Con más de 6 años de experiencia en la fotografía familiar personalizada, ofrezco una mirada fresca y espontánea a las distintas etapas de la maternidad, desde la planificación de un hijo (sesión pre-embarazo) hasta la consolidación de la familia.

Estudié fotografía publicitaria en el prestigioso Fashion Institute of Technology de la ciudad de Nueva York. Entre modelos, maquilladores, estilistas y peinadores, me dí cuenta de que quería retratar personas en su estado natural, en la belleza de sus momentos íntimos y felices. En el 2008, mientras estudiaba mi segunda carrera (diseño gráfico), tuve la oportunidad de fotografiar el nacimiento de mi sobrino Felipe, hecho que marcó mi rumbo en el ámbito de la fotografía. Años después, esas imágenes formarían parte de la exposición Murales Fotográficos Hospitalarios, premio que me valió la publicación en un libro junto a varios grandes de la fotografía en Chile.

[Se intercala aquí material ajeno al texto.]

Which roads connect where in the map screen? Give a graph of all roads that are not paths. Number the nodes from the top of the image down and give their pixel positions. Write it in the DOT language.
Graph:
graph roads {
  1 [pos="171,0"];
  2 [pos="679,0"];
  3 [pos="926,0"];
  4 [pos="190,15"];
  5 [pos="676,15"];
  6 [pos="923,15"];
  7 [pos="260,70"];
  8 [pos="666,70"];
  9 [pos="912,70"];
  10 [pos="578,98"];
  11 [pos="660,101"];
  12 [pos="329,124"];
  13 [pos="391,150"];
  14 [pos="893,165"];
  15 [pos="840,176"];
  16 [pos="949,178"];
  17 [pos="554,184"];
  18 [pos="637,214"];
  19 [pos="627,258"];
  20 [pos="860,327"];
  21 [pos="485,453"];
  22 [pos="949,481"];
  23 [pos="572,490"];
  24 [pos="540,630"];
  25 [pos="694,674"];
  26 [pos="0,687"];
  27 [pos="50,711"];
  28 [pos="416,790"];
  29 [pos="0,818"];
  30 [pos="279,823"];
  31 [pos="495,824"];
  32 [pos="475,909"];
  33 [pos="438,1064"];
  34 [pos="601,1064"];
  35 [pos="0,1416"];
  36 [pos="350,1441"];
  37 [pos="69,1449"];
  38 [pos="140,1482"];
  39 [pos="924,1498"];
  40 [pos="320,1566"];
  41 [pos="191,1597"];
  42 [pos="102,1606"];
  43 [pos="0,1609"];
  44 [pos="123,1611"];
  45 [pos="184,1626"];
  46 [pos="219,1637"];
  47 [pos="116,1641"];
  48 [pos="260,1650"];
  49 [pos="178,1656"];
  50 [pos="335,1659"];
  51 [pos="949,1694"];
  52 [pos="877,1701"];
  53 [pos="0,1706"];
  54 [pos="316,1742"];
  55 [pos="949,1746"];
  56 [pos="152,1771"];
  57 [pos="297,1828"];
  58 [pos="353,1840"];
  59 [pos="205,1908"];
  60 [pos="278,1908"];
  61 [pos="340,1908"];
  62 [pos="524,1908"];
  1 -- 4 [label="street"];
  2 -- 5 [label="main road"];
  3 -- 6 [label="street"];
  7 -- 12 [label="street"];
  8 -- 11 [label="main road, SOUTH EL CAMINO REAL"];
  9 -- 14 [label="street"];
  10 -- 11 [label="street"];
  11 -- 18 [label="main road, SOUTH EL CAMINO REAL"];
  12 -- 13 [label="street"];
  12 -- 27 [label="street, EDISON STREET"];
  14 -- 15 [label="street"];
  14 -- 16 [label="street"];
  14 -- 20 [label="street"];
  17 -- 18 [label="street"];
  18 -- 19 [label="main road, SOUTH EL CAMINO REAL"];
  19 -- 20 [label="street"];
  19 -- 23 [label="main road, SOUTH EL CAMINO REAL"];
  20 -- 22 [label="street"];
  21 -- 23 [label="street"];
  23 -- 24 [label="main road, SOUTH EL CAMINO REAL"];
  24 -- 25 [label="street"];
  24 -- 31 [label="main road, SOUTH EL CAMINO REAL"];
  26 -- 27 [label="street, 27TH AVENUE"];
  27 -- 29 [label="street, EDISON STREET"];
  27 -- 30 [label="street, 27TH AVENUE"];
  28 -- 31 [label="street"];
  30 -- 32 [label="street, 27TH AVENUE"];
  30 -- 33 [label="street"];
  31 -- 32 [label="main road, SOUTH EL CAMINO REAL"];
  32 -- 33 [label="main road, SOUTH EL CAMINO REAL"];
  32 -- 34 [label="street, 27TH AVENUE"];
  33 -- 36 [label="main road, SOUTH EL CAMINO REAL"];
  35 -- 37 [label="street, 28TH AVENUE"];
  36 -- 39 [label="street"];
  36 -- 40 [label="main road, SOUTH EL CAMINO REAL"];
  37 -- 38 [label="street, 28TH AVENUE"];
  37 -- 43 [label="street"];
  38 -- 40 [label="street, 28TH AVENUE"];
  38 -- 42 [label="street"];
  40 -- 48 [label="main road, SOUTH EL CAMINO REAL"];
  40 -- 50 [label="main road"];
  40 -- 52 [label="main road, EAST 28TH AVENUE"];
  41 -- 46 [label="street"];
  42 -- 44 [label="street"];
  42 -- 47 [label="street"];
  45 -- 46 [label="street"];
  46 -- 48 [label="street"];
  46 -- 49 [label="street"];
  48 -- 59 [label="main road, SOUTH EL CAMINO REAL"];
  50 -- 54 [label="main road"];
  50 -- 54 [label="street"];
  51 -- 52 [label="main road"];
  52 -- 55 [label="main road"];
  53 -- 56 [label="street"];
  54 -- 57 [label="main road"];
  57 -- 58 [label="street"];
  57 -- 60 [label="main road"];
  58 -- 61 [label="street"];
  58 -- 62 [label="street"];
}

Gracias a que el año 2014 mi emprendimiento fue ganador del Capital Semilla, actualmente cuento con equipos y programas de última generación. Mis productos son altamente personalizados, hechos y empacados a mano exclusivamente para cada uno de mis clientes. Imprimo en Printlab Digital (Santiago), en Blurb (California) y en Adorama (Nueva York), pues me interesa que mis clientes obtengan la mejor calidad en impresión fotográfica.

Además, desde septiembre del 2013 soy la orgullosa mamá de Domingo Valentín.

Sé lo difícil que es posar, por lo que prefiero las fotografías naturales. He comprobado que la esencia de las personas es capturada con mayor naturalidad en espacios que les son familiares (como sus propias casas) o donde se sienten libres y felices (como la playa y otros exteriores). Además, de esta forma consigo crear fotografías únicas que reflejan la verdadera personalidad de cada uno de mis retratados. En Estados Unidos esto se conoce como “lifestyle photography”, que quiere decir, fotografía de estilo de vida. Mi objetivo es capturar en imágenes cómo es tu vida y lo especial que es tu familia. Ustedes son únicos, no hay otra familia igual. ¿Por qué tendrían que tener fotos iguales a las del vecino?

El foco estará en la relación que tienen los miembros de tu familia, en su conexión, en cómo interactúan. A veces les pediré que miren a la cámara, pero la mayoría del tiempo sólo les pediré que sean ustedes, que se relajen y que disfruten el momento de estar juntos, haciendo cualquier cosa que hagan normalmente. Sobre todo para las sesiones con niños pequeños, es importante que sepas que ellos “la llevan”, y que lo mejor es seguirlos. Forzarlos a quedarse quietos u obligarlos a sonreír para la cámara sólo resultará en pataletas y sonrisas falsas. Los niños se demoran un poco en entrar en confianza, pero una vez que lo logran, es cuando comienza la verdadera magia :-)

En cuanto a los retoques, creo que la belleza más pura proviene de la felicidad interna y de la naturalidad. Por esto siento que el excesivo retoque resulta en fotografías que se ven plásticas y niños que parecen de cera. Sin embargo, también entiendo que si en tu foto favorita se te ve un rollito, o algo de papada, o si tu hijo(a) justo el día de la sesión se rasguñó la cara sin querer, no querrás que esos detalles queden para la posteridad. Para eso existe Photoshop, y no dudes que ocuparé la herramienta de retoque para lograr una imagen que querrás exhibir una y otra vez.